These tools will no longer be maintained as of December 31, 2024. Archived website can be found here. PubMed4Hh GitHub repository can be found here. Contact NLM Customer Service if you have questions.


PUBMED FOR HANDHELDS

Search MEDLINE/PubMed


  • Title: Pulmonary circulation in hypoxia.
    Author: Naeije R.
    Journal: Int J Sports Med; 1992 Oct; 13 Suppl 1():S27-30. PubMed ID: 1483782.
    Abstract:
    Hypoxia constricts the pulmonary vessels. An increase in pulmonary vascular resistance is seen in normal subjects during hypoxic breathing at sea level, in acclimatized lowlanders and in high altitude natives. Hypoxic pulmonary hypertension in all these circumstances is most generally moderate, except in high altitude natives at exercise. However, in the absence of high altitude pulmonary edema (HAPE) or chronic mountain sickness, a right heart failure that would be the human counterpart of brisket disease described in cattle, apparently never occurs.
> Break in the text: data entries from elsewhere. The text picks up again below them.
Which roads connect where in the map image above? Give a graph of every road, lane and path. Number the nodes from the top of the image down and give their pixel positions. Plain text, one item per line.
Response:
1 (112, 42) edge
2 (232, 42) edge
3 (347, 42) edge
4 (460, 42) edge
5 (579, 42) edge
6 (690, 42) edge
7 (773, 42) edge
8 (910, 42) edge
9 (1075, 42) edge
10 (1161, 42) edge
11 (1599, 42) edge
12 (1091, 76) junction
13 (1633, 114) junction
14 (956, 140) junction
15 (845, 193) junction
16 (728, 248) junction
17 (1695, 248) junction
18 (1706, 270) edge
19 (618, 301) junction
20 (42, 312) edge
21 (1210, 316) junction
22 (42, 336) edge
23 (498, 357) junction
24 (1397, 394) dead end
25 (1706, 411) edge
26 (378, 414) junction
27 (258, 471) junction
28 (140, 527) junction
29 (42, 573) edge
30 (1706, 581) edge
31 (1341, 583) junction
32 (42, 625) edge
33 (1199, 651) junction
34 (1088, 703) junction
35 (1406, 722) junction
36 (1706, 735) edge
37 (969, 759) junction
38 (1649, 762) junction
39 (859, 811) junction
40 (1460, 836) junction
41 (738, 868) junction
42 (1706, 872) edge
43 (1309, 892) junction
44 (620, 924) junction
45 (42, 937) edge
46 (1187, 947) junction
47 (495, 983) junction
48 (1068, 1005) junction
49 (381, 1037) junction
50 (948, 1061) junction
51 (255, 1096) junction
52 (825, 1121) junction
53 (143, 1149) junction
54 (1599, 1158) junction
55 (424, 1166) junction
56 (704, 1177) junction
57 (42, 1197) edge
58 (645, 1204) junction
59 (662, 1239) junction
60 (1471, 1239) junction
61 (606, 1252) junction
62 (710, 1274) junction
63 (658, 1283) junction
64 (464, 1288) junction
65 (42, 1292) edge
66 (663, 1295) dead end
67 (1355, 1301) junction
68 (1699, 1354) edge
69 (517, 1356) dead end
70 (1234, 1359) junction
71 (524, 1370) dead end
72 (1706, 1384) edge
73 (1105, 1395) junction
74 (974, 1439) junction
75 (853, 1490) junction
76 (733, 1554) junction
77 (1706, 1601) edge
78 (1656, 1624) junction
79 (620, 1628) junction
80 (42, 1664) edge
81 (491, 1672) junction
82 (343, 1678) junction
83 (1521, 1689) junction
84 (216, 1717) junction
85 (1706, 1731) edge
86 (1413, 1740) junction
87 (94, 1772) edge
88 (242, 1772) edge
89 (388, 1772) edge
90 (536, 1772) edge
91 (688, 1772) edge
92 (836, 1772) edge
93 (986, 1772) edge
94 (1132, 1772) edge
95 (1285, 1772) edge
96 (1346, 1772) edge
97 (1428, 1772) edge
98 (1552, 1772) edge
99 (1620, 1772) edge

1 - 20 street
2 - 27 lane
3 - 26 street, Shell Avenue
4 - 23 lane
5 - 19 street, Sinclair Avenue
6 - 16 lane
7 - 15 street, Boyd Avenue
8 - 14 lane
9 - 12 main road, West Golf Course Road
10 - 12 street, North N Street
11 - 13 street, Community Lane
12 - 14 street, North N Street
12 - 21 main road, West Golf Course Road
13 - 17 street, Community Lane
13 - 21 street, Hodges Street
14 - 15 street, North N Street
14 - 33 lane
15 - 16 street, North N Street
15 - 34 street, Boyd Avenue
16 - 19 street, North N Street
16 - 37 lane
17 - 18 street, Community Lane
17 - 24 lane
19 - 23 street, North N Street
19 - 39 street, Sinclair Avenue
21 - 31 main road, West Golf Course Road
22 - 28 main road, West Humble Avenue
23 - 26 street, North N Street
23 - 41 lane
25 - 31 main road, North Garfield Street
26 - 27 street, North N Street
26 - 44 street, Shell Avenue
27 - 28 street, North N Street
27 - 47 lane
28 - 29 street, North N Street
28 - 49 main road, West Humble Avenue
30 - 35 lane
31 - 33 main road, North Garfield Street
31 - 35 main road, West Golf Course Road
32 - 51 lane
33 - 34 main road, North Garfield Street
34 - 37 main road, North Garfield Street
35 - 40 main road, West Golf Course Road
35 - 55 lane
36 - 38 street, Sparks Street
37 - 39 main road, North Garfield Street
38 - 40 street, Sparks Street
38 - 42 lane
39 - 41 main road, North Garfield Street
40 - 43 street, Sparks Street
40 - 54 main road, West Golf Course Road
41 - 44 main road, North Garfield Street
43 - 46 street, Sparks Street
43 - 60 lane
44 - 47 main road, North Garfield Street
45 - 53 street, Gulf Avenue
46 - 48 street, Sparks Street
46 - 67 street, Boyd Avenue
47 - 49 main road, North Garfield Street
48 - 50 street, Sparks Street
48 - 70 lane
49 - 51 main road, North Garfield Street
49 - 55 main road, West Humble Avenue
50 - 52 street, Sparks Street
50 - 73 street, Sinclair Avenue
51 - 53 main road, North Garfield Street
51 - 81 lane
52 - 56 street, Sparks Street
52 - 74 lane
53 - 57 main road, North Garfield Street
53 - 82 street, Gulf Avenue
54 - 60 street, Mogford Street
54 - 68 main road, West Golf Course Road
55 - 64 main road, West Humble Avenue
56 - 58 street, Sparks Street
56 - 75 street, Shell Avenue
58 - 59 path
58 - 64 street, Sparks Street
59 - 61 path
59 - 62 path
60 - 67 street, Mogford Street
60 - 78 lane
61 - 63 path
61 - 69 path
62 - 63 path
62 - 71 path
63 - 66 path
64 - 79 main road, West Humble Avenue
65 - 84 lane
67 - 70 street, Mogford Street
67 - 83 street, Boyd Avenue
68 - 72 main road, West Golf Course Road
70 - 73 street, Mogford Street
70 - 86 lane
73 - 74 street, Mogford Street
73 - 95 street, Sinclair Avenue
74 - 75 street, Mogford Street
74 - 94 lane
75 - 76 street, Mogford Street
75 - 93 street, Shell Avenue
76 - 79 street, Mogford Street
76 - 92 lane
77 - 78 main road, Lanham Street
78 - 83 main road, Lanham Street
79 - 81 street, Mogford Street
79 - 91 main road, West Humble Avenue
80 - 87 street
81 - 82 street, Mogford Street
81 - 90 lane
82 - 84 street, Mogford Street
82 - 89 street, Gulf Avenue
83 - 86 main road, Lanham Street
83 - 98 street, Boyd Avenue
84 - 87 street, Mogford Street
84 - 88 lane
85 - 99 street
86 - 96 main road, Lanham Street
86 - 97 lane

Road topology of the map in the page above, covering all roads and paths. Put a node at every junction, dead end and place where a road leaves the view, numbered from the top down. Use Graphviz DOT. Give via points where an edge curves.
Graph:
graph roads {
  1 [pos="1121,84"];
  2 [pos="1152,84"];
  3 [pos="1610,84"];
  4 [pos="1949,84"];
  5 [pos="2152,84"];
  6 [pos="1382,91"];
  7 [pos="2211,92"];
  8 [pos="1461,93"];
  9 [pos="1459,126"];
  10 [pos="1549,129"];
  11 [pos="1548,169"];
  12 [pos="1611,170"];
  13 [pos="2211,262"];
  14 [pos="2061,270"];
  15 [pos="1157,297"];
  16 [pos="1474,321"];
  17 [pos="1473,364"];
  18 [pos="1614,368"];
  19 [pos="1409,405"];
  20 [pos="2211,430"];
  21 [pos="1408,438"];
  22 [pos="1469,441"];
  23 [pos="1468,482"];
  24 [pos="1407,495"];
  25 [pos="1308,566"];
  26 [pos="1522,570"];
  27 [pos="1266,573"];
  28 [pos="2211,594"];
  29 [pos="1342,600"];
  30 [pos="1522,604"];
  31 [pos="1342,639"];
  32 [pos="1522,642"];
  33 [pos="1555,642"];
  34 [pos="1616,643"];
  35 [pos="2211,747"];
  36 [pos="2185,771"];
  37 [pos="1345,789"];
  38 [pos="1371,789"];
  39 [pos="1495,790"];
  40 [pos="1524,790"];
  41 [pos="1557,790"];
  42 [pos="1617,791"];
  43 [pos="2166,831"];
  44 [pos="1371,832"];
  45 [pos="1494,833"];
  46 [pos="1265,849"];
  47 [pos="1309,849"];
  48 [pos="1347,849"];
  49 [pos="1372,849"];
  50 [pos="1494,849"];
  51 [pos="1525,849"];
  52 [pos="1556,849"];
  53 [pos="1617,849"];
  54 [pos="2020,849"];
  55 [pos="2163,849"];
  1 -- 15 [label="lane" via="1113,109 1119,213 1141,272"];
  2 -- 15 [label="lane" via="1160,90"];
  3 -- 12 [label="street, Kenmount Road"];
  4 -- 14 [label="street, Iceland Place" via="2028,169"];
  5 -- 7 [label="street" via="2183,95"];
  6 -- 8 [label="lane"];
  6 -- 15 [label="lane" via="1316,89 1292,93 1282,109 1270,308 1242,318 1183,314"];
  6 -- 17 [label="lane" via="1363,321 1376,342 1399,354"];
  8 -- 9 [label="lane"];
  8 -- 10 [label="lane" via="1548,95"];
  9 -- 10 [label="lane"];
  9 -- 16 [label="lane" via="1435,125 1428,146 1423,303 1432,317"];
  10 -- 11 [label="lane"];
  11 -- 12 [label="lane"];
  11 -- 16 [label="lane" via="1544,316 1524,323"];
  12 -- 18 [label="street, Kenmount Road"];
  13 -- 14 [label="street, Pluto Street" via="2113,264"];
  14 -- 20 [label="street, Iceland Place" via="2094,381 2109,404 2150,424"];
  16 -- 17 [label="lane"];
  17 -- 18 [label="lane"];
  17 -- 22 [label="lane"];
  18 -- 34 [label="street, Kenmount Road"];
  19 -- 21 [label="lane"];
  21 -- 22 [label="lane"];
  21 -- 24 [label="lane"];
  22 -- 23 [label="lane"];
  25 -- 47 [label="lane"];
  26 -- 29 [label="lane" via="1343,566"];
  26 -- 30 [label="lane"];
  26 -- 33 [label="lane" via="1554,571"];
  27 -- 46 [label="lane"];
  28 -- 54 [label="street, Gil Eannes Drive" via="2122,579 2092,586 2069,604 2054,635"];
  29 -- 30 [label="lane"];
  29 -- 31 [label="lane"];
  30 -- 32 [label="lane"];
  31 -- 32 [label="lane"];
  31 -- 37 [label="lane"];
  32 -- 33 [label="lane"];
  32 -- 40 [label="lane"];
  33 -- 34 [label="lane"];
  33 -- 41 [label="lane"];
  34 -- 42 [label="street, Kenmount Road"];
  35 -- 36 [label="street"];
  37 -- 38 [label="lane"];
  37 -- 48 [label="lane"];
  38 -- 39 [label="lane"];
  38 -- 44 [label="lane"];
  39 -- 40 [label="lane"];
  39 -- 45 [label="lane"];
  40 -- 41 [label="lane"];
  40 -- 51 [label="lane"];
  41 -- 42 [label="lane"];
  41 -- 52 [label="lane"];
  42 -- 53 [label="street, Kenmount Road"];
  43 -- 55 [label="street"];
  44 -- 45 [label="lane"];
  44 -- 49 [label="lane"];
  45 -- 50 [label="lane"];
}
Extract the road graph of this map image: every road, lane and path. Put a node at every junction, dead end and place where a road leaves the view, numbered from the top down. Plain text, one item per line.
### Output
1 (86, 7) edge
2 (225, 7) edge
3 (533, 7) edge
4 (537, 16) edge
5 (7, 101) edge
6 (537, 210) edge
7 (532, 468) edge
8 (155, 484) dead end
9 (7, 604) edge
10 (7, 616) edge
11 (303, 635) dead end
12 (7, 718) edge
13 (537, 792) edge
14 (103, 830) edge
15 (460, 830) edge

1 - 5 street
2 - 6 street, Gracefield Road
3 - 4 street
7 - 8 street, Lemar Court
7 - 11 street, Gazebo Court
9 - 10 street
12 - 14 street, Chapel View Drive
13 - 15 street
In adult patients with HAPE, reported mean pulmonary artery pressures (Ppa) measured during a right heart catheterization range from 22 to 63 mmHg with an average of 39 mmHg. Recent echo-Doppler estimates of systolic Ppa in patients with a HAPE are at an average of 53 mmHg, only moderately higher than in healthy subjects exposed to comparable normobaric or hypobaric hypoxia. Subjects with a previous HAPE often present with an enhanced pulmonary vascular reactivity to hypoxia compared to controls when tested at sea level, but the overlap is great. Non invasive echo-Doppler pulmonary hemodynamic studies at sea level have not been reported to reliably discriminate subjects susceptible to HAPE.